Duane explained that we spend most of our time focused on the physical world. But the physical world is just the manifestation of what has been created in the inner two worlds. By the time you see it, it’s too late to change anything.

“Because the physical world is nothing more than manifest destiny,” he said. “The real change happens internally, not externally. Change only becomes visible in the external world.”

So our ability to make a difference and change the results we’re seeing does not happen by focusing on and fixing external events. Our access to destiny occurs earlier in the process than that. It occurs when we focus on spirit (our intuition and inspiration) and mind (our thinking and planning). That’s the only domain where we can exercise free will and free choice.

“You don’t get to choose whether the sun’s going to come up tomorrow.” said Duane. “Nor do you get to choose how other people are going to behave or react to a given circumstance. But you do get to choose who you are being.”

Our behavior is nothing more than a reflection of our inner way of being.

“So if you think you can control your behavior without altering your inner being, you’re living in a dream world, not in the world of reality.”

Employee surveys will confirm it

Notice that all the employee surveys that show people’s dislike of being “micromanaged” and “distrusted” and “not communicated with” reflect the manager’s misguided and ill-chosen attempts to manage things that have already happened. The second-guessing and criticism runs rampant through the workplace because the manager is not operating at the source.

Hands-off managers know all three worlds and, therefore, become masters of mind and spirit, as well. They know that the world of spirit is universal. It’s an interconnectedness of everyone and all things. It has unlimited potential.

Duane explained to me that the world of the mind is another world inside us: It’s our thinking and our beliefs. It’s our fears (generally caused by judgments) and anything we’ve incorporated into our thought process.
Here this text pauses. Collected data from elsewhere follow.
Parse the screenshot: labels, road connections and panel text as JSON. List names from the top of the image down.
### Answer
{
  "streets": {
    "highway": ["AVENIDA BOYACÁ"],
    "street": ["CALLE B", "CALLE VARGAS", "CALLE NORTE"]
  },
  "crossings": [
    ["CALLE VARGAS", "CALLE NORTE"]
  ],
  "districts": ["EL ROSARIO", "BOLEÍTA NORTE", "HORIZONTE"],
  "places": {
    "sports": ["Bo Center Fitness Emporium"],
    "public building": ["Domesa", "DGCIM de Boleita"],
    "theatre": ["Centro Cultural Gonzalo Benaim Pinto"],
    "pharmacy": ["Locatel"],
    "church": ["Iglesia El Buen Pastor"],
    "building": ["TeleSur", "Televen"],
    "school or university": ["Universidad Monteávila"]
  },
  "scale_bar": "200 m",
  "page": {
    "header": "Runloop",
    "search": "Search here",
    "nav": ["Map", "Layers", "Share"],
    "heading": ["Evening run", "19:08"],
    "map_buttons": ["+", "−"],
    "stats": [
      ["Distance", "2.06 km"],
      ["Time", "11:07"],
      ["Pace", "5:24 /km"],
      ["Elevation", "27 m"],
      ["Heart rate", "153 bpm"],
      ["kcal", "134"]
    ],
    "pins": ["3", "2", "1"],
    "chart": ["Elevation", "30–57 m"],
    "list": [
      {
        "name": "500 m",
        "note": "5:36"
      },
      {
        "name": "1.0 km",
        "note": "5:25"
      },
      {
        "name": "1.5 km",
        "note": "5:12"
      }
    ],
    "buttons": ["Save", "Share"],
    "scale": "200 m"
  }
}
Our negative thoughts are the very things we should be working on clearing out so that more of our potential can come through.

“And then there’s the physical world,” Duane said as he pointed to the “physical world” section of his diagram. “This is going to sound strange, but it’s an imaginary world.”

“In what way?”

“It is made up of images!”

The Native Americans were once criticized because they believed their waking hours were imaginary and their dreams were real. Consider that this may not have been too far from the truth, because what we see is not really what has happened. It’s only how things have come together in the end.

This has been referred to as the Iceberg Principle.

The Iceberg Principle would say that what you see above the surface in the ocean when you look at an iceberg is only about 10 percent of the entire iceberg. The other 90 percent of the ice floats below the surface and is not visible to the eye.

“That’s exactly what’s occurring in our own world,”

“That’s exactly what’s occurring in our own world,” Duane said. “What we see coming through in physical form is a very tiny portion of all that’s actually happening.”

Duane added the metaphor of electricity to illustrate his point. He recalled an electrician friend who went to the Middle East as part of a job. His friend was trying to teach people in a remote village to run electrical wiring in their houses. Duane said:

You know how we hide wires in the walls here? He couldn’t do that there. They wouldn’t accept it. They wouldn’t believe that a light switch that had no visible connection to a light at the top of the room would ever be able to turn it on and off. It was inconceivable to them that that was possible, even when he showed them how to do it! As soon as he covered it up with drywall or plaster or some sort of surfacing material, they would not accept that it would be possible. They would think it was dark magic. And so my friend had to rethink how he taught people to install electricity in their house, because they could not do it in the American format; it was unacceptable to these people.

We may be surprised at the ignorance of those people. “But we are equally ignorant,” said Duane, “about something more important than wires in walls. About the spectrum of life itself.”